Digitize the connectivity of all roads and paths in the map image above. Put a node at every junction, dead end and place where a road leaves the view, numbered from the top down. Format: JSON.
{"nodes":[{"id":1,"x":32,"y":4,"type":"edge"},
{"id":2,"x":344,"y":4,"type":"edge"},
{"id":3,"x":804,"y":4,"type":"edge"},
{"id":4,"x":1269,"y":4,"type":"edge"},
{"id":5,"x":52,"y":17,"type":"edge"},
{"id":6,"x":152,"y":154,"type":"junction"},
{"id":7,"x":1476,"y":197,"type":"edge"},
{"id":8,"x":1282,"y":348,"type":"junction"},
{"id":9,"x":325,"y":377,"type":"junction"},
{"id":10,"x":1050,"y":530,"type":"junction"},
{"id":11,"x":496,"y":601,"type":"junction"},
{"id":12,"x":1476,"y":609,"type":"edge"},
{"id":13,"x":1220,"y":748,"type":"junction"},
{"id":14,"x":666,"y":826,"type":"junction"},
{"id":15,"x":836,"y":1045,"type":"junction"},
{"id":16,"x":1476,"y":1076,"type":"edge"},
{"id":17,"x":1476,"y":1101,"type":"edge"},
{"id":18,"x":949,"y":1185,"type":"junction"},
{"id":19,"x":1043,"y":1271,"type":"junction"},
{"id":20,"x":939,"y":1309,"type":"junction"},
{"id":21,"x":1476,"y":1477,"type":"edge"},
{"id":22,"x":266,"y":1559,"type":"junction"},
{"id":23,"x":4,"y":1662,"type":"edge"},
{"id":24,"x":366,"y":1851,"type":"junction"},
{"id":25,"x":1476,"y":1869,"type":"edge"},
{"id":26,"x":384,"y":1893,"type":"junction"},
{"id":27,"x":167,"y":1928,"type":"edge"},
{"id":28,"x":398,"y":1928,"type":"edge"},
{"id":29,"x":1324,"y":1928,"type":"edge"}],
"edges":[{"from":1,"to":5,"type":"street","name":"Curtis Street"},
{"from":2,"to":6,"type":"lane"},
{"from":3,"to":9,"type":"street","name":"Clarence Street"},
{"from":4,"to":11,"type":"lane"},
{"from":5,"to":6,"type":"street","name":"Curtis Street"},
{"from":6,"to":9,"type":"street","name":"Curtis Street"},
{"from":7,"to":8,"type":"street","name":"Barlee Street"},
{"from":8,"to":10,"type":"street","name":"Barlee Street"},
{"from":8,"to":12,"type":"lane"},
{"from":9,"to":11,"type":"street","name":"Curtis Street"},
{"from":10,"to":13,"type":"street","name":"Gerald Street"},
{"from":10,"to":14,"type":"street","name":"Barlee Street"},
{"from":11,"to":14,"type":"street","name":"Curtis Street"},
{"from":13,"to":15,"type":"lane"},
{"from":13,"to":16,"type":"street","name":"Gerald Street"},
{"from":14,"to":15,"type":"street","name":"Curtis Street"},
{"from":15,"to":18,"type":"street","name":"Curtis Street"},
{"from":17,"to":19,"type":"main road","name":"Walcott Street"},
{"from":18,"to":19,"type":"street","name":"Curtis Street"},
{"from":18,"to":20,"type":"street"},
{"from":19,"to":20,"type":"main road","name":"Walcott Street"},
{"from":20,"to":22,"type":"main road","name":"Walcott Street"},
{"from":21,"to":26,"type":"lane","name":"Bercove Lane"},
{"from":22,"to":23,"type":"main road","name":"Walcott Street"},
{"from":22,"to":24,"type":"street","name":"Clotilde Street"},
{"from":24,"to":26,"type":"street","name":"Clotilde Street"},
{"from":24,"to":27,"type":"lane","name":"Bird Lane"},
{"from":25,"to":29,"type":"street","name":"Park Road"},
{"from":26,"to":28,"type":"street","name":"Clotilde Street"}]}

* * *

__Activity__
Could you count how many lines in the records contain the word "Curtis"? Only the number is needed.

__Result of the task__
8